:: Brief ::
Would you go through the records below and copy each line with the string "Baghdad"?

──────── Material to process

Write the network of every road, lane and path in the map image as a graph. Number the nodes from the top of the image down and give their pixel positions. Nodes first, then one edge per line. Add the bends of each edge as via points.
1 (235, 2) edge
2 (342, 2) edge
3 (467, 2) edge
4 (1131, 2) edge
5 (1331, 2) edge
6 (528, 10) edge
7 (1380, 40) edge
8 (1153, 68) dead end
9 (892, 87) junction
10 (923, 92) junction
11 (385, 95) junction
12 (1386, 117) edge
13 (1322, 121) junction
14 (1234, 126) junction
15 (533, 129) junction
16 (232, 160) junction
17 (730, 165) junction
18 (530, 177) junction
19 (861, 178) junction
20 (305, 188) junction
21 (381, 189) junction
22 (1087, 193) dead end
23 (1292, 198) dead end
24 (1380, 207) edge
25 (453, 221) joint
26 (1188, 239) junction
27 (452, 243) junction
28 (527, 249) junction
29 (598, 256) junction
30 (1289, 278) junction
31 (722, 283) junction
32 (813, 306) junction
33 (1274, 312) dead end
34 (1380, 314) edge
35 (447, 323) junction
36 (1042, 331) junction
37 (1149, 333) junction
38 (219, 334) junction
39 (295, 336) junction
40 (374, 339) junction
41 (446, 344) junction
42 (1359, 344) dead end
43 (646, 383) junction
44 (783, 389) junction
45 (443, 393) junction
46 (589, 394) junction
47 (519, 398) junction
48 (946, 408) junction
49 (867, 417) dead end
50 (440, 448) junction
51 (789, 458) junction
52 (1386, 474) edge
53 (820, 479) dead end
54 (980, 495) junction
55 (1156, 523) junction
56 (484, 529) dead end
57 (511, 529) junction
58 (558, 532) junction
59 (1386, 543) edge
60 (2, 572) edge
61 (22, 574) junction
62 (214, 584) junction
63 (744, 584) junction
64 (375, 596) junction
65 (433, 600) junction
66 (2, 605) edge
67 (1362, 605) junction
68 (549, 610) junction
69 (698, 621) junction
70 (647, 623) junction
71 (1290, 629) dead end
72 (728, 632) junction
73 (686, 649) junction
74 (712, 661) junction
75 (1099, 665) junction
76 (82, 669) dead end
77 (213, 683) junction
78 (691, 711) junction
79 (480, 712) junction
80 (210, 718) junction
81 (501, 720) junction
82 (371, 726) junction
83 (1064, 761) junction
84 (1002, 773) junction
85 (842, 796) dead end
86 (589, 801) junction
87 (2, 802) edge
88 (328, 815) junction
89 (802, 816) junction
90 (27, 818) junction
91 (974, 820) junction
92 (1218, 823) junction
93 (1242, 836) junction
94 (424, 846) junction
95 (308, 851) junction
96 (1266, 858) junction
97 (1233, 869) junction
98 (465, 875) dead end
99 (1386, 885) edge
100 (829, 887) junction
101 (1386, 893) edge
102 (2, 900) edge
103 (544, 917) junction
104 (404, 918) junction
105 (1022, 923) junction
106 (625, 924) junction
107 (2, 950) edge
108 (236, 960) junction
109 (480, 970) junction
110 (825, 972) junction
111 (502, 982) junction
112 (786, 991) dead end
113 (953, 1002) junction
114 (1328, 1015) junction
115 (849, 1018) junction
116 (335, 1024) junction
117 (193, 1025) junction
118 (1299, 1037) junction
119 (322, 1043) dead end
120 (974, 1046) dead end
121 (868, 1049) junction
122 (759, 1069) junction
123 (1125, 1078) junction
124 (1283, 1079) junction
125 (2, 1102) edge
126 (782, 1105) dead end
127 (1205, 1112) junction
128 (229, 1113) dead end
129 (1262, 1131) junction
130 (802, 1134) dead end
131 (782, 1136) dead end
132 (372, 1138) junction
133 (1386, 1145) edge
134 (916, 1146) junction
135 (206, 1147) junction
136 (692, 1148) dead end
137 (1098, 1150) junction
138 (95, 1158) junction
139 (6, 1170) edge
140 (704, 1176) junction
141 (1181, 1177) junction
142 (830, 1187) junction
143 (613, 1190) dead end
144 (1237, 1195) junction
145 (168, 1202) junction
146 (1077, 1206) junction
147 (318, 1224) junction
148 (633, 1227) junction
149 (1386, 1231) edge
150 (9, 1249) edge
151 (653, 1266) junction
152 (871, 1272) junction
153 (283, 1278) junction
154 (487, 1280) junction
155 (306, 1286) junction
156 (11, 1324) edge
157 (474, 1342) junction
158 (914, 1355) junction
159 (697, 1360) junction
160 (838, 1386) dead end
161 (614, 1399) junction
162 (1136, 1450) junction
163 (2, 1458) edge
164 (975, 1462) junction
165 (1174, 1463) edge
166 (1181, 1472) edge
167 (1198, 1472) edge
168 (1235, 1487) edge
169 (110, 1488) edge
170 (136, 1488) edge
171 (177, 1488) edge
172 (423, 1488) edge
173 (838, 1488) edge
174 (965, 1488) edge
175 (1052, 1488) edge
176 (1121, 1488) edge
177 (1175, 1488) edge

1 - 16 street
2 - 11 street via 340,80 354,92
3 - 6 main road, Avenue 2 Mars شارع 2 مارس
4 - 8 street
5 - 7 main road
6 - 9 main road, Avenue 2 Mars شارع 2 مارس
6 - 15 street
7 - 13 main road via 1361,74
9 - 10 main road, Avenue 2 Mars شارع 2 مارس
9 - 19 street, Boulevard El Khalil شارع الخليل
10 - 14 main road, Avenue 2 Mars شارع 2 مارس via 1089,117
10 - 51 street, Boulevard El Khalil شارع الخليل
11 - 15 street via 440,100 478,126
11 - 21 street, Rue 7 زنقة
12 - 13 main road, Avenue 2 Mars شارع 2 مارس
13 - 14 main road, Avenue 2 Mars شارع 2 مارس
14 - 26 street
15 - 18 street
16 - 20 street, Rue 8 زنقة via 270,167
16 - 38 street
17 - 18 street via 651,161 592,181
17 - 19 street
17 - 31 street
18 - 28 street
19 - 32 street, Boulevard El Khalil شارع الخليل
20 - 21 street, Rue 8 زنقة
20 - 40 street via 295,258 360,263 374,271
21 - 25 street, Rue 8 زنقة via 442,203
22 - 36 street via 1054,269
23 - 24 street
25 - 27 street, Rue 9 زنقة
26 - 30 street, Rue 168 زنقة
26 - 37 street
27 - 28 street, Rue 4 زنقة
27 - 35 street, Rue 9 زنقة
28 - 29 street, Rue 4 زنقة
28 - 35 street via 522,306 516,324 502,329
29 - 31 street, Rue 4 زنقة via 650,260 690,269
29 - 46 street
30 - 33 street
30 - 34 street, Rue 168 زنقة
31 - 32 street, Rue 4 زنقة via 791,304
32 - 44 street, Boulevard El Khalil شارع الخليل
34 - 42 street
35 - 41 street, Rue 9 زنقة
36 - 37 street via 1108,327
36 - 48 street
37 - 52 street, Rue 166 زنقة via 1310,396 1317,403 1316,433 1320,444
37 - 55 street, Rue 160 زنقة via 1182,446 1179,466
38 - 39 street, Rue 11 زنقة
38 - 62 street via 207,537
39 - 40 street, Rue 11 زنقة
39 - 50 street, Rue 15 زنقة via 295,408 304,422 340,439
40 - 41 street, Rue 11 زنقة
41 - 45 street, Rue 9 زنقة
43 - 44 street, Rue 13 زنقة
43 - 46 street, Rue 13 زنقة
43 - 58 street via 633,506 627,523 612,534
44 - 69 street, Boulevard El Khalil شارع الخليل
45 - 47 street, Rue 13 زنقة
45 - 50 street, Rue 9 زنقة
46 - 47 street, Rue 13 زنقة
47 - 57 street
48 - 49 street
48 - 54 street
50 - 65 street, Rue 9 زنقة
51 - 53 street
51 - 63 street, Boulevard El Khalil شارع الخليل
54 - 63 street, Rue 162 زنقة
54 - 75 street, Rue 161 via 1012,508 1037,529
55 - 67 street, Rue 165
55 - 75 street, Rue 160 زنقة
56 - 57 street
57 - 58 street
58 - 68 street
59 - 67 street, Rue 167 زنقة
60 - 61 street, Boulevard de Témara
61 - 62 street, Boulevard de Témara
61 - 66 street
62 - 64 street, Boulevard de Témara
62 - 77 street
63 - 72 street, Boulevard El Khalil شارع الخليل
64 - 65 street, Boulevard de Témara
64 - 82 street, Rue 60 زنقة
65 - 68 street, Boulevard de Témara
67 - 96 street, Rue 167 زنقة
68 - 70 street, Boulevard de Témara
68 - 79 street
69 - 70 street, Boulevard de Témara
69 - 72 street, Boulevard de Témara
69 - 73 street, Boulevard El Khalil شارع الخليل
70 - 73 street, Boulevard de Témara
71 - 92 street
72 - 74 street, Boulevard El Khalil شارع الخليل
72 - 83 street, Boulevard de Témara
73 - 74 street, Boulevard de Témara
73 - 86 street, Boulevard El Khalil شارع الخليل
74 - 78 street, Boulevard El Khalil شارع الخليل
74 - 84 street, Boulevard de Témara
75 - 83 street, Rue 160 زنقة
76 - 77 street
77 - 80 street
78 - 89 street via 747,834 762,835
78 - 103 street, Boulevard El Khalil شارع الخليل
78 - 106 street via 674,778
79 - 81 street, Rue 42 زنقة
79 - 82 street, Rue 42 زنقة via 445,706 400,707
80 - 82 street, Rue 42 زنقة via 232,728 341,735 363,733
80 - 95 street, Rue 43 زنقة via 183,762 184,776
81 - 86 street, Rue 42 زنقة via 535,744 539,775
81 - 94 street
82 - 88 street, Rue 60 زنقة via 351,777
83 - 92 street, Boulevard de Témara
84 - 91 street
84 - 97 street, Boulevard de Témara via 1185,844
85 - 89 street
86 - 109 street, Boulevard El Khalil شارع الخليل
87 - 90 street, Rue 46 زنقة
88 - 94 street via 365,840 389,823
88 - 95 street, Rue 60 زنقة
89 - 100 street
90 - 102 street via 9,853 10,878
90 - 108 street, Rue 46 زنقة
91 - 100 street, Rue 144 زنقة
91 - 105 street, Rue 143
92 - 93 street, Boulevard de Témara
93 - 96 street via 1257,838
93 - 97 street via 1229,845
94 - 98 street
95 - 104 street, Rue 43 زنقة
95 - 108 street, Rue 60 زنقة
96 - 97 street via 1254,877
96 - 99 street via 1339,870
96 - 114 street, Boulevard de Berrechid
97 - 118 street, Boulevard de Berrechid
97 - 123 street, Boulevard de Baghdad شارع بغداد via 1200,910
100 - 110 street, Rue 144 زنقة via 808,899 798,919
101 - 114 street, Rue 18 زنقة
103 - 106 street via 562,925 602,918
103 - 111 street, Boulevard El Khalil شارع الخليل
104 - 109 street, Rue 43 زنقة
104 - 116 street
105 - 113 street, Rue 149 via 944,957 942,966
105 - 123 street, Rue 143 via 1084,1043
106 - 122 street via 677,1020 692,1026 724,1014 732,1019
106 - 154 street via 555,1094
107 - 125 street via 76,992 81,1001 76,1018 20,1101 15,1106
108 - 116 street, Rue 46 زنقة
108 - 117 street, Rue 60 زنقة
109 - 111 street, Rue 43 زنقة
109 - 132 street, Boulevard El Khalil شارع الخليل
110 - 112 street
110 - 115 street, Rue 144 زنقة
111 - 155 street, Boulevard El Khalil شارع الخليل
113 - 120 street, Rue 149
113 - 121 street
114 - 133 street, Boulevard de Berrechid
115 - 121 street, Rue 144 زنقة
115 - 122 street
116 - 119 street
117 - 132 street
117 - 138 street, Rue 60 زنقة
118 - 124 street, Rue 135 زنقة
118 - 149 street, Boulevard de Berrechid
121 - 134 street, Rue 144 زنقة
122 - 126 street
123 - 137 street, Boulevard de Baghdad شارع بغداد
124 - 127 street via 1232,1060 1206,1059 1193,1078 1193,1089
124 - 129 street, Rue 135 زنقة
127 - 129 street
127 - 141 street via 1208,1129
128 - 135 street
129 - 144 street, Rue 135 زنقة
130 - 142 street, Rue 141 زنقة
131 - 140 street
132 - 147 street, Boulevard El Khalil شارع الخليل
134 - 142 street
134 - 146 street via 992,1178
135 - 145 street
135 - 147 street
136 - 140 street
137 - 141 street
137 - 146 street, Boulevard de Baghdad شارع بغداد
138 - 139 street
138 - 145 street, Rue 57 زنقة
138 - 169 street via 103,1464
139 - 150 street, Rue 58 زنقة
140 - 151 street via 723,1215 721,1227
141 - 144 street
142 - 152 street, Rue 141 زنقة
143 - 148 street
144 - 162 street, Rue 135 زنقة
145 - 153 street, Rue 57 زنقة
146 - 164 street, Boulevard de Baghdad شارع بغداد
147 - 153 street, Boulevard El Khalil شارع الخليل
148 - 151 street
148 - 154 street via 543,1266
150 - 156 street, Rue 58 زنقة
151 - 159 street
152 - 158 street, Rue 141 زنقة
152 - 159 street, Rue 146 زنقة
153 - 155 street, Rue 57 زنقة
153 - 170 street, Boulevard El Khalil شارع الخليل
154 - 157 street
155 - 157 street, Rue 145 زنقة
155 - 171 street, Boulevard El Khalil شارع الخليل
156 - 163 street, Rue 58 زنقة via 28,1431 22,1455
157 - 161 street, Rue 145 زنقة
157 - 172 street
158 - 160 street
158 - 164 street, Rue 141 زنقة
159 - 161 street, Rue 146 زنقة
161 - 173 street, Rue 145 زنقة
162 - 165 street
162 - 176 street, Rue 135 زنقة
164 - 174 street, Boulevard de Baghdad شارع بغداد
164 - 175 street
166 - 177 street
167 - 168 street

────────────────

:: Written response ::
97 - 123 street, Boulevard de Baghdad شارع بغداد via 1200,910
123 - 137 street, Boulevard de Baghdad شارع بغداد
137 - 146 street, Boulevard de Baghdad شارع بغداد
146 - 164 street, Boulevard de Baghdad شارع بغداد
164 - 174 street, Boulevard de Baghdad شارع بغداد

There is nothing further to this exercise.